# PROVIDED RECORDS:

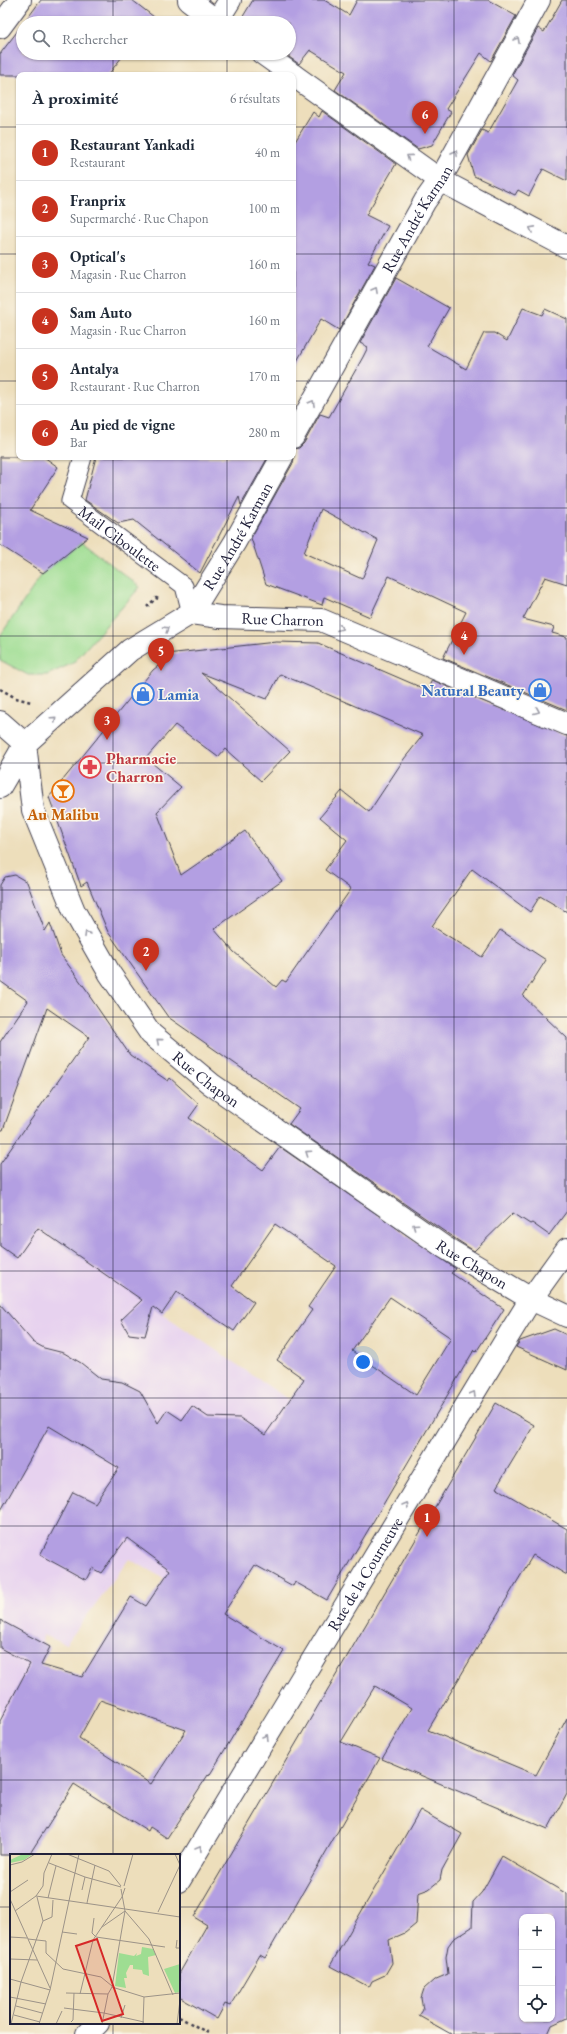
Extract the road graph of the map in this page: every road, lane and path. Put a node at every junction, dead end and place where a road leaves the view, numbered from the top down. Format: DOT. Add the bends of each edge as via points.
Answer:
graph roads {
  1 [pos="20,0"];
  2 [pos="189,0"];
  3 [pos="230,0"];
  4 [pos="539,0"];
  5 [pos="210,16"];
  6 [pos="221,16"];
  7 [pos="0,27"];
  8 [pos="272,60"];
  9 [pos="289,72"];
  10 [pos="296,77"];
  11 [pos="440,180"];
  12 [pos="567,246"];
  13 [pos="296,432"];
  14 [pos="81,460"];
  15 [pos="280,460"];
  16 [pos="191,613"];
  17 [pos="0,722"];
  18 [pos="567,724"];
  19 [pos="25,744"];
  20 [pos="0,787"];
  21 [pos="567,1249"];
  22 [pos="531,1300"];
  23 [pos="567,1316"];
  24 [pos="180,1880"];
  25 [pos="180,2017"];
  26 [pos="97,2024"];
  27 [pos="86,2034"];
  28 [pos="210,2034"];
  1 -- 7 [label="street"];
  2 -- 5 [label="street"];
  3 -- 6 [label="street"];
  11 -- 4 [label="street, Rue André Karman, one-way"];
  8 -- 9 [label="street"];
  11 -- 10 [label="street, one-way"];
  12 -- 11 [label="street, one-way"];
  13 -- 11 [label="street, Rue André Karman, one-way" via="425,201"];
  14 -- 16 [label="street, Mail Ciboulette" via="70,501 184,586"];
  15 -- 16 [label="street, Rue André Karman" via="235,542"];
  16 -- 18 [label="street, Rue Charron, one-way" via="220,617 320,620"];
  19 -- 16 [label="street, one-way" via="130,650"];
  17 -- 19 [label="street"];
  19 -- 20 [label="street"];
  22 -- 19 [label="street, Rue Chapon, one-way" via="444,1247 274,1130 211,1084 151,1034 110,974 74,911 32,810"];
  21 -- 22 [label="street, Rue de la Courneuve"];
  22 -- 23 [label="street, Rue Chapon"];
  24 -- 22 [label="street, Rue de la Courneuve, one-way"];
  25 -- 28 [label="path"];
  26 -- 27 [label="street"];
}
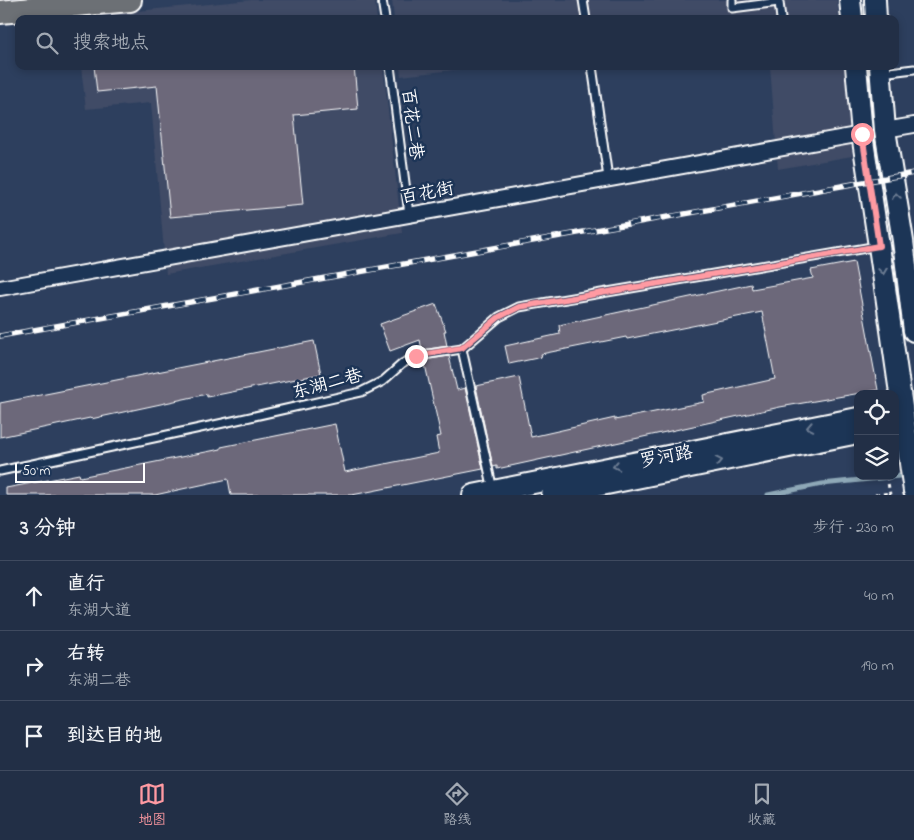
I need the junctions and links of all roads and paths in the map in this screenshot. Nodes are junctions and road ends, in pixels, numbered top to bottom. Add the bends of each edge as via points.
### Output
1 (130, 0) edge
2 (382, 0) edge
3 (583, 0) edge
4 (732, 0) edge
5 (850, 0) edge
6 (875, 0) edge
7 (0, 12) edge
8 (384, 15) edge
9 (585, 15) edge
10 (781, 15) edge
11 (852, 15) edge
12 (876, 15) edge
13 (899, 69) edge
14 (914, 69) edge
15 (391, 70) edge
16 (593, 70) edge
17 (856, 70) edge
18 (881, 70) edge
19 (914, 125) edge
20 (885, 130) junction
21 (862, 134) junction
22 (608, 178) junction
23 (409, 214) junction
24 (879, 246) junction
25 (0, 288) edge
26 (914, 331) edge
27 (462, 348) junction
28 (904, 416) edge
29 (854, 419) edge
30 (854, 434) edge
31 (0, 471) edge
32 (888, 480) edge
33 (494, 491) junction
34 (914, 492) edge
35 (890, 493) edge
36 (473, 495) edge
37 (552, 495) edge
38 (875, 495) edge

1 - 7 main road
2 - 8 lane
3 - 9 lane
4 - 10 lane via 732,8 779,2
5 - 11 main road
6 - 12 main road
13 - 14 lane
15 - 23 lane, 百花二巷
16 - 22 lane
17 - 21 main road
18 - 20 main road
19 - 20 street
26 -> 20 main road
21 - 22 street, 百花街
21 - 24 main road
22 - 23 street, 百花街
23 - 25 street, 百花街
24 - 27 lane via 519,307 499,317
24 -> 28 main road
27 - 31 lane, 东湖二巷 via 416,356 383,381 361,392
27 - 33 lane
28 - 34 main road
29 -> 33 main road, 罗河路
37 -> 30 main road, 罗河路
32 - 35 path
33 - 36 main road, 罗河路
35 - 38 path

# WHAT THE EXERCISE ASKS:
How many lines of the entries contain "roads"? Answer with a number alone.

# SOLUTION TO THIS EXERCISE:
2